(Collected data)
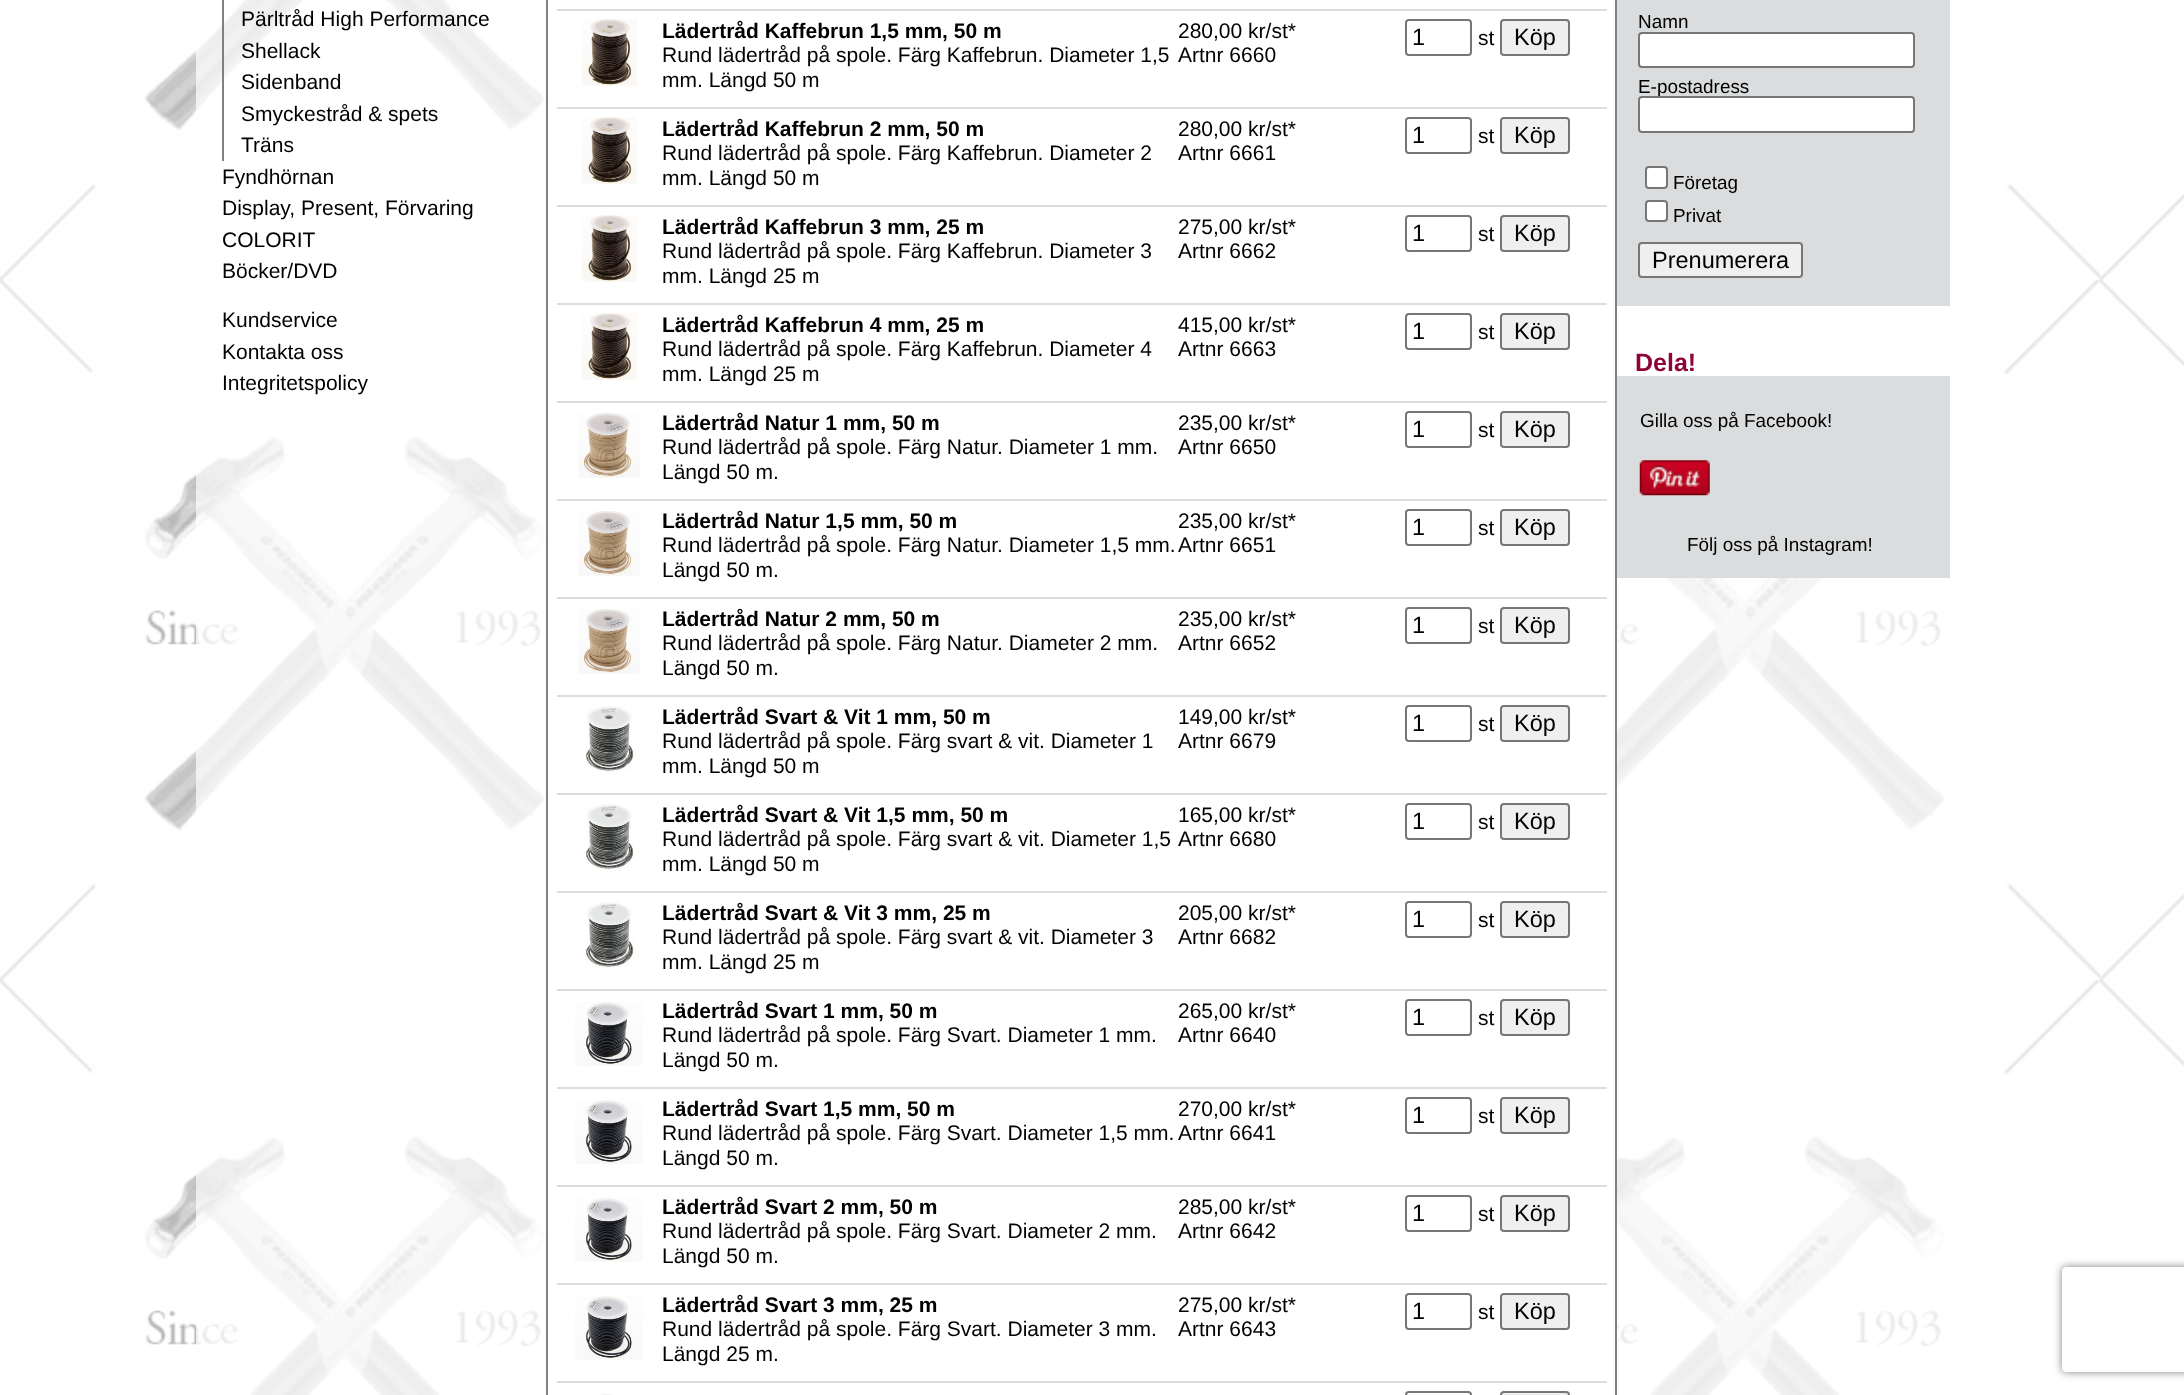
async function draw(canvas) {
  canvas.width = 2184;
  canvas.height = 1395;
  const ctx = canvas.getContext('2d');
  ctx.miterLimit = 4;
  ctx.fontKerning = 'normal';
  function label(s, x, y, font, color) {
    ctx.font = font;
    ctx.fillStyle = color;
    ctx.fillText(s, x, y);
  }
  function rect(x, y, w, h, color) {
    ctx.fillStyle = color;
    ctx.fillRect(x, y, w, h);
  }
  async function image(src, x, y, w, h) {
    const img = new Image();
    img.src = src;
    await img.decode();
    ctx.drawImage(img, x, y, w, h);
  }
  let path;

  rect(0, 0, 2184, 1395, '#fff');
  await image('assets/img1.png', 0, 0, 2184, 1395);
  rect(196, 0, 349, 1395, '#ffffffb3');
  rect(222, 0, 2, 161, '#808080');
  label('Pärltråd High Performance', 241, 26, '21px Liberation Sans', '#000');
  label('Shellack', 241, 58, '21px Liberation Sans', '#000');
  label('Sidenband', 241, 89, '21px Liberation Sans', '#000');
  label('Smyckestråd & spets', 241, 121, '21px Liberation Sans', '#000');
  label('Träns', 241, 152, '21px Liberation Sans', '#000');
  label('Fyndhörnan', 222, 184, '21px Liberation Sans', '#000');
  label('Display, Present, Förvaring', 222, 215, '21px Liberation Sans', '#000');
  label('COLORIT', 222, 247, '21px Liberation Sans', '#000');
  label('Böcker/DVD', 222, 278, '21px Liberation Sans', '#000');
  label('Kundservice', 222, 327, '21px Liberation Sans', '#000');
  label('Kontakta oss', 222, 359, '21px Liberation Sans', '#000');
  label('Integritetspolicy', 222, 390, '21px Liberation Sans', '#000');
  rect(603, 0, 1012, 1395, '#fff');
  rect(1615, 0, 2, 1395, '#808080');
  rect(546, 0, 2, 1395, '#808080');
  rect(557, 9, 1050, 2, '#ddd');
  rect(557, 107, 1050, 2, '#ddd');
  await image('assets/img2.png', 582, 19, 55, 67);
  label('Lädertråd Kaffebrun 1,5 mm, 50 m', 662, 38, 'bold 21px Liberation Sans', '#000');
  label('Rund lädertråd på spole. Färg Kaffebrun. Diameter 1,5', 662, 62, '21px Liberation Sans', '#000');
  label('mm. Längd 50 m', 662, 87, '21px Liberation Sans', '#000');
  label('280,00 kr/st*', 1178, 38, '21px Liberation Sans', '#000');
  label('Artnr 6660', 1178, 62, '21px Liberation Sans', '#000');
  ctx.beginPath();
  ctx.roundRect(1406, 20, 65, 35, 3);
  ctx.strokeStyle = '#767676';
  ctx.lineWidth = 2;
  ctx.stroke();
  label('1', 1412, 45, '23.5px Liberation Sans', '#000');
  label('st', 1478, 45, '21px Liberation Sans', '#000');
  ctx.fillStyle = '#efefef';
  ctx.beginPath();
  ctx.roundRect(1501, 20, 68, 35, 3);
  ctx.fill();
  ctx.stroke();
  label('Köp', 1514, 45, '23.5px Liberation Sans', '#000');
  rect(557, 205, 1050, 2, '#ddd');
  await image('assets/img3.png', 582, 117, 55, 67);
  label('Lädertråd Kaffebrun 2 mm, 50 m', 662, 136, 'bold 21px Liberation Sans', '#000');
  label('Rund lädertråd på spole. Färg Kaffebrun. Diameter 2', 662, 160, '21px Liberation Sans', '#000');
  label('mm. Längd 50 m', 662, 185, '21px Liberation Sans', '#000');
  label('280,00 kr/st*', 1178, 136, '21px Liberation Sans', '#000');
  label('Artnr 6661', 1178, 160, '21px Liberation Sans', '#000');
  ctx.beginPath();
  ctx.roundRect(1406, 118, 65, 35, 3);
  ctx.stroke();
  label('1', 1412, 143, '23.5px Liberation Sans', '#000');
  label('st', 1478, 143, '21px Liberation Sans', '#000');
  ctx.fillStyle = '#efefef';
  ctx.beginPath();
  ctx.roundRect(1501, 118, 68, 35, 3);
  ctx.fill();
  ctx.stroke();
  label('Köp', 1514, 143, '23.5px Liberation Sans', '#000');
  rect(557, 303, 1050, 2, '#ddd');
  await image('assets/img3.png', 582, 215, 55, 67);
  label('Lädertråd Kaffebrun 3 mm, 25 m', 662, 234, 'bold 21px Liberation Sans', '#000');
  label('Rund lädertråd på spole. Färg Kaffebrun. Diameter 3', 662, 258, '21px Liberation Sans', '#000');
  label('mm. Längd 25 m', 662, 283, '21px Liberation Sans', '#000');
  label('275,00 kr/st*', 1178, 234, '21px Liberation Sans', '#000');
  label('Artnr 6662', 1178, 258, '21px Liberation Sans', '#000');
  ctx.beginPath();
  ctx.roundRect(1406, 216, 65, 35, 3);
  ctx.stroke();
  label('1', 1412, 241, '23.5px Liberation Sans', '#000');
  label('st', 1478, 241, '21px Liberation Sans', '#000');
  ctx.fillStyle = '#efefef';
  ctx.beginPath();
  ctx.roundRect(1501, 216, 68, 35, 3);
  ctx.fill();
  ctx.stroke();
  label('Köp', 1514, 241, '23.5px Liberation Sans', '#000');
  rect(557, 401, 1050, 2, '#ddd');
  await image('assets/img2.png', 582, 313, 55, 67);
  label('Lädertråd Kaffebrun 4 mm, 25 m', 662, 332, 'bold 21px Liberation Sans', '#000');
  label('Rund lädertråd på spole. Färg Kaffebrun. Diameter 4', 662, 356, '21px Liberation Sans', '#000');
  label('mm. Längd 25 m', 662, 381, '21px Liberation Sans', '#000');
  label('415,00 kr/st*', 1178, 332, '21px Liberation Sans', '#000');
  label('Artnr 6663', 1178, 356, '21px Liberation Sans', '#000');
  ctx.beginPath();
  ctx.roundRect(1406, 314, 65, 35, 3);
  ctx.stroke();
  label('1', 1412, 339, '23.5px Liberation Sans', '#000');
  label('st', 1478, 339, '21px Liberation Sans', '#000');
  ctx.fillStyle = '#efefef';
  ctx.beginPath();
  ctx.roundRect(1501, 314, 68, 35, 3);
  ctx.fill();
  ctx.stroke();
  label('Köp', 1514, 339, '23.5px Liberation Sans', '#000');
  rect(557, 499, 1050, 2, '#ddd');
  await image('assets/img4.png', 578, 413, 62, 65);
  label('Lädertråd Natur 1 mm, 50 m', 662, 430, 'bold 21px Liberation Sans', '#000');
  label('Rund lädertråd på spole. Färg Natur. Diameter 1 mm.', 662, 454, '21px Liberation Sans', '#000');
  label('Längd 50 m.', 662, 479, '21px Liberation Sans', '#000');
  label('235,00 kr/st*', 1178, 430, '21px Liberation Sans', '#000');
  label('Artnr 6650', 1178, 454, '21px Liberation Sans', '#000');
  ctx.beginPath();
  ctx.roundRect(1406, 412, 65, 35, 3);
  ctx.stroke();
  label('1', 1412, 437, '23.5px Liberation Sans', '#000');
  label('st', 1478, 437, '21px Liberation Sans', '#000');
  ctx.fillStyle = '#efefef';
  ctx.beginPath();
  ctx.roundRect(1501, 412, 68, 35, 3);
  ctx.fill();
  ctx.stroke();
  label('Köp', 1514, 437, '23.5px Liberation Sans', '#000');
  rect(557, 597, 1050, 2, '#ddd');
  await image('assets/img4.png', 578, 511, 62, 65);
  label('Lädertråd Natur 1,5 mm, 50 m', 662, 528, 'bold 21px Liberation Sans', '#000');
  label('Rund lädertråd på spole. Färg Natur. Diameter 1,5 mm.', 662, 552, '21px Liberation Sans', '#000');
  label('Längd 50 m.', 662, 577, '21px Liberation Sans', '#000');
  label('235,00 kr/st*', 1178, 528, '21px Liberation Sans', '#000');
  label('Artnr 6651', 1178, 552, '21px Liberation Sans', '#000');
  ctx.beginPath();
  ctx.roundRect(1406, 510, 65, 35, 3);
  ctx.stroke();
  label('1', 1412, 535, '23.5px Liberation Sans', '#000');
  label('st', 1478, 535, '21px Liberation Sans', '#000');
  ctx.fillStyle = '#efefef';
  ctx.beginPath();
  ctx.roundRect(1501, 510, 68, 35, 3);
  ctx.fill();
  ctx.stroke();
  label('Köp', 1514, 535, '23.5px Liberation Sans', '#000');
  rect(557, 695, 1050, 2, '#ddd');
  await image('assets/img4.png', 578, 609, 62, 65);
  label('Lädertråd Natur 2 mm, 50 m', 662, 626, 'bold 21px Liberation Sans', '#000');
  label('Rund lädertråd på spole. Färg Natur. Diameter 2 mm.', 662, 650, '21px Liberation Sans', '#000');
  label('Längd 50 m.', 662, 675, '21px Liberation Sans', '#000');
  label('235,00 kr/st*', 1178, 626, '21px Liberation Sans', '#000');
  label('Artnr 6652', 1178, 650, '21px Liberation Sans', '#000');
  ctx.beginPath();
  ctx.roundRect(1406, 608, 65, 35, 3);
  ctx.stroke();
  label('1', 1412, 633, '23.5px Liberation Sans', '#000');
  label('st', 1478, 633, '21px Liberation Sans', '#000');
  ctx.fillStyle = '#efefef';
  ctx.beginPath();
  ctx.roundRect(1501, 608, 68, 35, 3);
  ctx.fill();
  ctx.stroke();
  label('Köp', 1514, 633, '23.5px Liberation Sans', '#000');
  rect(557, 793, 1050, 2, '#ddd');
  await image('assets/img5.png', 586, 705, 49, 67);
  label('Lädertråd Svart & Vit 1 mm, 50 m', 662, 724, 'bold 21px Liberation Sans', '#000');
  label('Rund lädertråd på spole. Färg svart & vit. Diameter 1', 662, 748, '21px Liberation Sans', '#000');
  label('mm. Längd 50 m', 662, 773, '21px Liberation Sans', '#000');
  label('149,00 kr/st*', 1178, 724, '21px Liberation Sans', '#000');
  label('Artnr 6679', 1178, 748, '21px Liberation Sans', '#000');
  ctx.beginPath();
  ctx.roundRect(1406, 706, 65, 35, 3);
  ctx.stroke();
  label('1', 1412, 731, '23.5px Liberation Sans', '#000');
  label('st', 1478, 731, '21px Liberation Sans', '#000');
  ctx.fillStyle = '#efefef';
  ctx.beginPath();
  ctx.roundRect(1501, 706, 68, 35, 3);
  ctx.fill();
  ctx.stroke();
  label('Köp', 1514, 731, '23.5px Liberation Sans', '#000');
  rect(557, 891, 1050, 2, '#ddd');
  await image('assets/img6.png', 586, 803, 49, 67);
  label('Lädertråd Svart & Vit 1,5 mm, 50 m', 662, 822, 'bold 21px Liberation Sans', '#000');
  label('Rund lädertråd på spole. Färg svart & vit. Diameter 1,5', 662, 846, '21px Liberation Sans', '#000');
  label('mm. Längd 50 m', 662, 871, '21px Liberation Sans', '#000');
  label('165,00 kr/st*', 1178, 822, '21px Liberation Sans', '#000');
  label('Artnr 6680', 1178, 846, '21px Liberation Sans', '#000');
  ctx.beginPath();
  ctx.roundRect(1406, 804, 65, 35, 3);
  ctx.stroke();
  label('1', 1412, 829, '23.5px Liberation Sans', '#000');
  label('st', 1478, 829, '21px Liberation Sans', '#000');
  ctx.fillStyle = '#efefef';
  ctx.beginPath();
  ctx.roundRect(1501, 804, 68, 35, 3);
  ctx.fill();
  ctx.stroke();
  label('Köp', 1514, 829, '23.5px Liberation Sans', '#000');
  rect(557, 989, 1050, 2, '#ddd');
  await image('assets/img5.png', 586, 901, 49, 67);
  label('Lädertråd Svart & Vit 3 mm, 25 m', 662, 920, 'bold 21px Liberation Sans', '#000');
  label('Rund lädertråd på spole. Färg svart & vit. Diameter 3', 662, 944, '21px Liberation Sans', '#000');
  label('mm. Längd 25 m', 662, 969, '21px Liberation Sans', '#000');
  label('205,00 kr/st*', 1178, 920, '21px Liberation Sans', '#000');
  label('Artnr 6682', 1178, 944, '21px Liberation Sans', '#000');
  ctx.beginPath();
  ctx.roundRect(1406, 902, 65, 35, 3);
  ctx.stroke();
  label('1', 1412, 927, '23.5px Liberation Sans', '#000');
  label('st', 1478, 927, '21px Liberation Sans', '#000');
  ctx.fillStyle = '#efefef';
  ctx.beginPath();
  ctx.roundRect(1501, 902, 68, 35, 3);
  ctx.fill();
  ctx.stroke();
  label('Köp', 1514, 927, '23.5px Liberation Sans', '#000');
  rect(557, 1087, 1050, 2, '#ddd');
  await image('assets/img7.png', 575, 1002, 68, 64);
  label('Lädertråd Svart 1 mm, 50 m', 662, 1018, 'bold 21px Liberation Sans', '#000');
  label('Rund lädertråd på spole. Färg Svart. Diameter 1 mm.', 662, 1042, '21px Liberation Sans', '#000');
  label('Längd 50 m.', 662, 1067, '21px Liberation Sans', '#000');
  label('265,00 kr/st*', 1178, 1018, '21px Liberation Sans', '#000');
  label('Artnr 6640', 1178, 1042, '21px Liberation Sans', '#000');
  ctx.beginPath();
  ctx.roundRect(1406, 1000, 65, 35, 3);
  ctx.stroke();
  label('1', 1412, 1025, '23.5px Liberation Sans', '#000');
  label('st', 1478, 1025, '21px Liberation Sans', '#000');
  ctx.fillStyle = '#efefef';
  ctx.beginPath();
  ctx.roundRect(1501, 1000, 68, 35, 3);
  ctx.fill();
  ctx.stroke();
  label('Köp', 1514, 1025, '23.5px Liberation Sans', '#000');
  rect(557, 1185, 1050, 2, '#ddd');
  await image('assets/img7.png', 575, 1100, 68, 64);
  label('Lädertråd Svart 1,5 mm, 50 m', 662, 1116, 'bold 21px Liberation Sans', '#000');
  label('Rund lädertråd på spole. Färg Svart. Diameter 1,5 mm.', 662, 1140, '21px Liberation Sans', '#000');
  label('Längd 50 m.', 662, 1165, '21px Liberation Sans', '#000');
  label('270,00 kr/st*', 1178, 1116, '21px Liberation Sans', '#000');
  label('Artnr 6641', 1178, 1140, '21px Liberation Sans', '#000');
  ctx.beginPath();
  ctx.roundRect(1406, 1098, 65, 35, 3);
  ctx.stroke();
  label('1', 1412, 1123, '23.5px Liberation Sans', '#000');
  label('st', 1478, 1123, '21px Liberation Sans', '#000');
  ctx.fillStyle = '#efefef';
  ctx.beginPath();
  ctx.roundRect(1501, 1098, 68, 35, 3);
  ctx.fill();
  ctx.stroke();
  label('Köp', 1514, 1123, '23.5px Liberation Sans', '#000');
  rect(557, 1283, 1050, 2, '#ddd');
  await image('assets/img7.png', 575, 1198, 68, 64);
  label('Lädertråd Svart 2 mm, 50 m', 662, 1214, 'bold 21px Liberation Sans', '#000');
  label('Rund lädertråd på spole. Färg Svart. Diameter 2 mm.', 662, 1238, '21px Liberation Sans', '#000');
  label('Längd 50 m.', 662, 1263, '21px Liberation Sans', '#000');
  label('285,00 kr/st*', 1178, 1214, '21px Liberation Sans', '#000');
  label('Artnr 6642', 1178, 1238, '21px Liberation Sans', '#000');
  ctx.beginPath();
  ctx.roundRect(1406, 1196, 65, 35, 3);
  ctx.stroke();
  label('1', 1412, 1221, '23.5px Liberation Sans', '#000');
  label('st', 1478, 1221, '21px Liberation Sans', '#000');
  ctx.fillStyle = '#efefef';
  ctx.beginPath();
  ctx.roundRect(1501, 1196, 68, 35, 3);
  ctx.fill();
  ctx.stroke();
  label('Köp', 1514, 1221, '23.5px Liberation Sans', '#000');
  rect(557, 1381, 1050, 2, '#ddd');
  await image('assets/img7.png', 575, 1296, 68, 64);
  label('Lädertråd Svart 3 mm, 25 m', 662, 1312, 'bold 21px Liberation Sans', '#000');
  label('Rund lädertråd på spole. Färg Svart. Diameter 3 mm.', 662, 1336, '21px Liberation Sans', '#000');
  label('Längd 25 m.', 662, 1361, '21px Liberation Sans', '#000');
  label('275,00 kr/st*', 1178, 1312, '21px Liberation Sans', '#000');
  label('Artnr 6643', 1178, 1336, '21px Liberation Sans', '#000');
  ctx.beginPath();
  ctx.roundRect(1406, 1294, 65, 35, 3);
  ctx.stroke();
  label('1', 1412, 1319, '23.5px Liberation Sans', '#000');
  label('st', 1478, 1319, '21px Liberation Sans', '#000');
  ctx.fillStyle = '#efefef';
  ctx.beginPath();
  ctx.roundRect(1501, 1294, 68, 35, 3);
  ctx.fill();
  ctx.stroke();
  label('Köp', 1514, 1319, '23.5px Liberation Sans', '#000');
  await image('assets/img8.png', 601, 1394, 12, 1);
  ctx.beginPath();
  ctx.roundRect(1406, 1392, 65, 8, 3);
  ctx.stroke();
  ctx.fillStyle = '#efefef';
  ctx.beginPath();
  ctx.roundRect(1501, 1392, 68, 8, 3);
  ctx.fill();
  ctx.stroke();
  rect(1617, 435, 328, 960, '#ffffffb3');
  rect(1617, 0, 333, 306, '#dadcdd');
  label('Namn', 1638, 28, '18.9px Liberation Sans', '#000');
  ctx.fillStyle = '#fff';
  ctx.beginPath();
  ctx.roundRect(1639, 33, 275, 34, 3);
  ctx.fill();
  ctx.stroke();
  label('E-postadress', 1638, 93, '18.9px Liberation Sans', '#000');
  ctx.fillStyle = '#fff';
  ctx.beginPath();
  ctx.roundRect(1639, 97, 275, 35, 3);
  ctx.fill();
  ctx.stroke();
  ctx.beginPath();
  ctx.roundRect(1646, 167, 21, 21, 3);
  ctx.fill();
  ctx.stroke();
  label('Företag', 1673, 189, '18.9px Liberation Sans', '#000');
  ctx.fillStyle = '#fff';
  ctx.beginPath();
  ctx.roundRect(1646, 201, 21, 20, 3);
  ctx.fill();
  ctx.stroke();
  label('Privat', 1673, 222, '18.9px Liberation Sans', '#000');
  ctx.fillStyle = '#efefef';
  ctx.beginPath();
  ctx.roundRect(1639, 243, 163, 34, 3);
  ctx.fill();
  ctx.stroke();
  label('Prenumerera', 1652, 268, '23.5px Liberation Sans', '#000');
  rect(1617, 376, 333, 202, '#dadcdd');
  label('Dela!', 1635, 371, 'bold 25px Liberation Sans', '#8d0438');
  label('Gilla oss på Facebook!', 1640, 427, '18.9px Liberation Sans', '#000');
  await image('assets/img9.png', 1639, 460, 71, 36);
  label('Följ oss på Instagram!', 1687, 551, '18.9px Liberation Sans', '#000');
  ctx.save();
  path = new Path2D('M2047 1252H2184V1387H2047ZM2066 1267H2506C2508 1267 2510 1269 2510 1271V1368C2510 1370 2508 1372 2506 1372H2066C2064 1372 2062 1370 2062 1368V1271C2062 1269 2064 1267 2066 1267Z');
  ctx.clip(path, 'evenodd');
  ctx.fillStyle = '#808080';
  ctx.filter = 'blur(4.5px)';
  ctx.beginPath();
  ctx.roundRect(2062, 1267, 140, 105, 4);
  ctx.fill();
  ctx.filter = 'none';
  ctx.restore();
}

draw(document.querySelector('canvas'));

▸ **Exercise directions**: Set down, exactly as they appear above, all lines from the one that has "ctx.roundRect(1501, 118, 68, 35, 3);" down to the one that has "label('mm. Längd 25 m', 662, 283, '21px", including those two and no others.

▸ **Answer to this task**:
  ctx.roundRect(1501, 118, 68, 35, 3);
  ctx.fill();
  ctx.stroke();
  label('Köp', 1514, 143, '23.5px Liberation Sans', '#000');
  rect(557, 303, 1050, 2, '#ddd');
  await image('assets/img3.png', 582, 215, 55, 67);
  label('Lädertråd Kaffebrun 3 mm, 25 m', 662, 234, 'bold 21px Liberation Sans', '#000');
  label('Rund lädertråd på spole. Färg Kaffebrun. Diameter 3', 662, 258, '21px Liberation Sans', '#000');
  label('mm. Längd 25 m', 662, 283, '21px Liberation Sans', '#000');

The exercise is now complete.